Colchagua Valley: a hot spot for top red crus
Some 200 kilometres south of Santiago, Colchagua Valley comprises the southern part of the Rapel Valley, which in turn is a sub-zone of the great Central Valley (Valle Central). In the last 20 years, Colchagua has increasingly issued super-premium wine from red varieties, such as Cabernet Sauvignon, Carménère and Syrah. Many of the newly established vineyards for top wines are located on steep slopes in high-altitude hill zones.
Red wines from Colchagua
In Colchagua Valley, wine culture merges with “huaso” culture. Huasos are horsemen similar to the American cowboy who are central to a folklore which, in addition to horse-breeding and rodeos, also includes music and dancing. Alongside the wine houses and shops of the tranquil provincial town of Santa Cruz, where many wine travellers often stop, there are also specialty shops for riding equipment, with accessories such as saddles, spurs, bridles and coverings. In some wineries run by long-established families, horses are bred for polo and rodeo.

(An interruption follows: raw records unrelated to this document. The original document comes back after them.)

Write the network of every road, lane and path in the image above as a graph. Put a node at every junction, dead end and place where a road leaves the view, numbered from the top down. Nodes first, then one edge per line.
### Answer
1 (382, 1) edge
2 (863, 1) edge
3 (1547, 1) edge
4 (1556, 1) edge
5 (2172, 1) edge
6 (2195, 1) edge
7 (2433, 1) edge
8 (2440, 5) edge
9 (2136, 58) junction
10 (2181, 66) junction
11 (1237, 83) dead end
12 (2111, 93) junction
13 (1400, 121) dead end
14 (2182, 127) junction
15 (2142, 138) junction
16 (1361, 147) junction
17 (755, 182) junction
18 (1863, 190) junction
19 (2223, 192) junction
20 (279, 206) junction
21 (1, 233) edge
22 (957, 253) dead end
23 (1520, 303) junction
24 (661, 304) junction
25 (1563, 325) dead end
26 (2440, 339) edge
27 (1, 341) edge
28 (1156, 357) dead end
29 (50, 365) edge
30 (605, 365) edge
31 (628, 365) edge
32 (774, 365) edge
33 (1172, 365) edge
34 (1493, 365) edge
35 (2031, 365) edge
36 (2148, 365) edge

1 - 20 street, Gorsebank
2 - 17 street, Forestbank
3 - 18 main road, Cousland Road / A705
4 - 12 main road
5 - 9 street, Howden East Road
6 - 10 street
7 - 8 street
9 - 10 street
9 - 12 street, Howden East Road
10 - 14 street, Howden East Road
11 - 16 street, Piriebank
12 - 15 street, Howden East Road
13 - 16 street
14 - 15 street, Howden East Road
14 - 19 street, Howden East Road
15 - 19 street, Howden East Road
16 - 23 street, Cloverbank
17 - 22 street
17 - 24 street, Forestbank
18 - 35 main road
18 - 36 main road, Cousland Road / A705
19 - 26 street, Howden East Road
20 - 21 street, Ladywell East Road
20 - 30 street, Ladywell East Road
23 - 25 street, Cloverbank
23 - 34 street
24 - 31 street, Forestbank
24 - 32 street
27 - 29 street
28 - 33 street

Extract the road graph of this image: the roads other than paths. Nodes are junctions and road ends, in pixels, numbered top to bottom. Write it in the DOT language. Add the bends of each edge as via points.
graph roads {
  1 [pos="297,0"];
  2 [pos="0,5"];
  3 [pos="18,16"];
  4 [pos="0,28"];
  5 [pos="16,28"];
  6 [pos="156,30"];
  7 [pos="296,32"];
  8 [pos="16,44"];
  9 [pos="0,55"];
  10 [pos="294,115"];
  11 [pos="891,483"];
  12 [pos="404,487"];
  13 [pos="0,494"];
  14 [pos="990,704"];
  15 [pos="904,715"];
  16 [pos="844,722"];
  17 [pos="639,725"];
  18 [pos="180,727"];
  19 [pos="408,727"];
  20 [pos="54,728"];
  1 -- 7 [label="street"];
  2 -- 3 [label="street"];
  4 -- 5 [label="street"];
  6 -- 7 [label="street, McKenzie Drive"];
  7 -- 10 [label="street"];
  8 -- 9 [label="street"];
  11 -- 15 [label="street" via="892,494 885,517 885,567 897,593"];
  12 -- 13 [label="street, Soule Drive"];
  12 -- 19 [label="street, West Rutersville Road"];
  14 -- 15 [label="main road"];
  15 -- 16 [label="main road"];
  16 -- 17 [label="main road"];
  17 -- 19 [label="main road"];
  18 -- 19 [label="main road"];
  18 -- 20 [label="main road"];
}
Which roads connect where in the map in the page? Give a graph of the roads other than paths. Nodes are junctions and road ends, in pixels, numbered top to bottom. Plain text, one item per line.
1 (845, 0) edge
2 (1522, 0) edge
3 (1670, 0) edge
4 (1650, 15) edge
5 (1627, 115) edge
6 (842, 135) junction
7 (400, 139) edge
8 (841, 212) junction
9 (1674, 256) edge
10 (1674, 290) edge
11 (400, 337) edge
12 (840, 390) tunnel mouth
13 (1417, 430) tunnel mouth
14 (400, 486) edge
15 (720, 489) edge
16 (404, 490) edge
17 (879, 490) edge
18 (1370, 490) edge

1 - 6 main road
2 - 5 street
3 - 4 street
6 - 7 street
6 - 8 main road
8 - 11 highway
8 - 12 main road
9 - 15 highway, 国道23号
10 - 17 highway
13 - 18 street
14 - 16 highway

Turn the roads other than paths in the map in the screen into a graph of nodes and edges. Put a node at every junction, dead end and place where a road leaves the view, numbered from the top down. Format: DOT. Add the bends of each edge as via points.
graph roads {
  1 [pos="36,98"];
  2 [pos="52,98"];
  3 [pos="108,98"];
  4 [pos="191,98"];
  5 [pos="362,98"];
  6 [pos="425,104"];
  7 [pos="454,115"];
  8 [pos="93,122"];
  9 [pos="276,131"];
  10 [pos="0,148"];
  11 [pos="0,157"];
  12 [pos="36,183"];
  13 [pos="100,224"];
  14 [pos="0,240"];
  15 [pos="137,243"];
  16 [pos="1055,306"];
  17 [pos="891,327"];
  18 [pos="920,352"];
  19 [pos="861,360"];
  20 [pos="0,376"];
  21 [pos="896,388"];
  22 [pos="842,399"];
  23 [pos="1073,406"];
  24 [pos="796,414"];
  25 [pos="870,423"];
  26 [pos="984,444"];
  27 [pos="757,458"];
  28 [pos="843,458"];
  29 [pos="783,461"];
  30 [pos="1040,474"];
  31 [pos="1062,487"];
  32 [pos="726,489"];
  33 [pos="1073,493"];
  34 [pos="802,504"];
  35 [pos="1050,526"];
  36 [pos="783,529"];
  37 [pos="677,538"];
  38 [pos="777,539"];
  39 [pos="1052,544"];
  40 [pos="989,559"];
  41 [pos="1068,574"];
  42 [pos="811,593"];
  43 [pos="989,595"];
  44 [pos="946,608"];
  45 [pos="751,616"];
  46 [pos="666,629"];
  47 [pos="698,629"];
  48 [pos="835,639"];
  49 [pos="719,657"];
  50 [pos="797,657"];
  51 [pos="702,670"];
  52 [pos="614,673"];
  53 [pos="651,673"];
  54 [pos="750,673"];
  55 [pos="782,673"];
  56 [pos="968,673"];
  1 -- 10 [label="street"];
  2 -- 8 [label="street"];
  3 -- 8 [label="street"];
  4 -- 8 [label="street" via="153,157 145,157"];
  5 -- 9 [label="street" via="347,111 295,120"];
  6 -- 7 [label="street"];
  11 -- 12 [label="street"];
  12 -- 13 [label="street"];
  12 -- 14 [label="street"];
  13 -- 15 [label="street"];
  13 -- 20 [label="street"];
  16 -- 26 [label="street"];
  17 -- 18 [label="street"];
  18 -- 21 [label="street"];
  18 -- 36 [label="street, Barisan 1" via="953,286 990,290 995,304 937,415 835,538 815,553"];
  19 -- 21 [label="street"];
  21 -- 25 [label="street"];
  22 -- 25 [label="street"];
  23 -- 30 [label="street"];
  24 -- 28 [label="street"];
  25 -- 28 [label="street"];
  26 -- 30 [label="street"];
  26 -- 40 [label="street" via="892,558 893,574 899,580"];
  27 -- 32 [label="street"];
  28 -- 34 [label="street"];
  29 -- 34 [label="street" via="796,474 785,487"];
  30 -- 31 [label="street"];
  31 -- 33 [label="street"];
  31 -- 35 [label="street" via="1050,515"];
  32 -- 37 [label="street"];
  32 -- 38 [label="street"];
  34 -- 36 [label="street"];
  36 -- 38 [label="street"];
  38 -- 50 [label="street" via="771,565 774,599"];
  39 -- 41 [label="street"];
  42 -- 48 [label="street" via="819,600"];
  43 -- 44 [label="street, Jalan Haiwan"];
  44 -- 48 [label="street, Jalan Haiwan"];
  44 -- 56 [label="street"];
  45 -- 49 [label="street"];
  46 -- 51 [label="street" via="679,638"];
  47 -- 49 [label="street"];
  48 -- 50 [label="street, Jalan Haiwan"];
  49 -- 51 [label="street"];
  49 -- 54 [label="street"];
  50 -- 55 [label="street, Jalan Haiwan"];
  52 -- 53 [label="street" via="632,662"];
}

Terroir for red cult wines
Approximately 20,000 hectares are stocked with vines in Colchagua Valley, more than half of which are planted with the leading variety, Cabernet Sauvignon. Next comes the long-established Carménère variety, which also yields fully concentrated and well-structured wines here. No other region in Chile has brought forth so many new top red crus in recent years. The basis for this wine wonder is a Mediterranean climate with ideal precipitation of about 600 millimetres per year per square metre. The soils in the area of the valley floor are characterized by an alternating mixture of loam and sand. In the hill zones, however, the proportion of weathered granite is substantially higher. The share of impressive white wines, around 20 percent, remains low.
Development in hill sites
Many of the new generation of top wines come from newly planted, often distinctly steep slopes in these very hills. Here, the soils are not just sparser due to their higher proportions of granite; the climate of the Colchagua Valley itself is much more accentuated. The specific topography of the valley promotes the entry of moderately cool air from the Pacific coast, offsetting the high summer temperatures. The results are full, fruity wines which simultaneously have plenty of structure.